BrindleFly, there are some advantages to prepared statements--notably
the streaming string/binary value streaming.  That said, this
performance issue is a major headache.  I've read through the code and
implemented a statement cache.  This should allow us to reap the
perfomance benefits of prepared queries for applications which repeated
statements.  The cache exists at the cursor level. If the application
executes identical statements (presumably with different values) against
the same cursor then this patch should eleminate the double network
command penalty that oursql sees, and should see decreased CPU
utilization because the server doesn't need to prepare the query again
and the client doesn't need to escape values.  That said, if the
application recreates the cursor between queries or uses a large number
of non-identical statements w/ small values then a mysql connector which
uses the mysql_real_query interface (like MySQLdb) rather than
mysql_stmt_* interface  may be a better fit.
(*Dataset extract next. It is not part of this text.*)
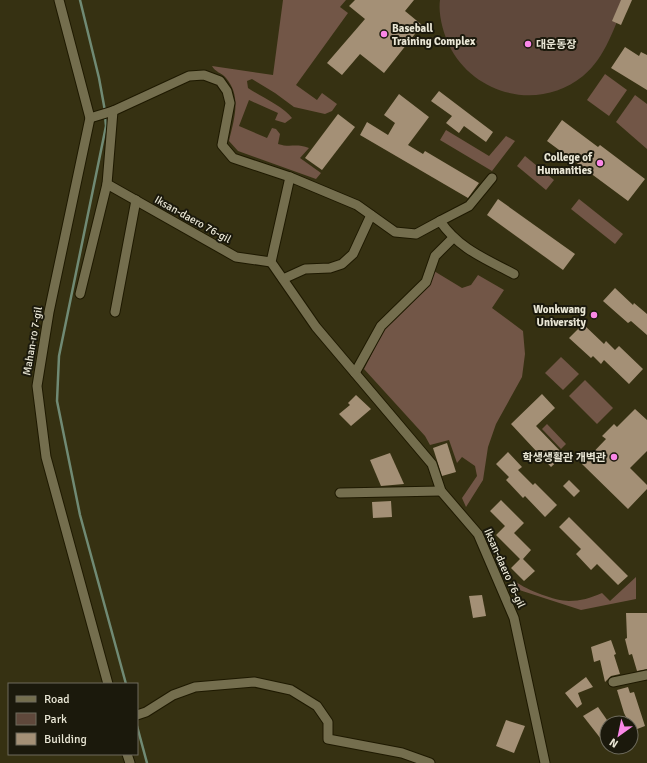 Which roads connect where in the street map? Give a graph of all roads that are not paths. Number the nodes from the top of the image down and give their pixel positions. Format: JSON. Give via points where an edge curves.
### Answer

Essentially this patch saves the _statement objects into a fixed size LRU queue.  If the query is identical, it will issue a free the results and reuse the statement.  Because the statements are not immediately closed, result sets which have not been completly retrieved will remain allocated on the server side until the statement is reused or the statement falls off the end of the cache.  In the case of large data sets this can be a substantial burden to the server. It is not enabled by default.

I'm still doing some testing for edge cases, but it seems to give a
pretty substantial performance increase.

# Test table
CREATE TABLE `t1` (
  `id` int(11) NOT NULL
) ENGINE=BLACKHOLE DEFAULT CHARSET=latin1;

# oursql.wo.cache.py - Without Cache
import oursql
db = oursql.connect(host='localhost', user='root', db='test')
c = db.cursor()
for i in range(100000):
    c.execute('INSERT INTO `t1` VALUES (?)',(i,))

(venv)Codys-MacBook-Air-2:oursql-0.9.3.1 cody$ time python
~/Desktop/oursql.wo.cache.py

real	0m10.896s
user	0m1.915s
sys	0m3.542s


# oursql.w.cache.py - With statement cache 
import oursql
db = oursql.connect(host='localhost', user='root', db='test')
c = db.cursor(statement_cache_size=5)
for i in range(100000):
    c.execute('INSERT INTO `t1` VALUES (?)',(i,))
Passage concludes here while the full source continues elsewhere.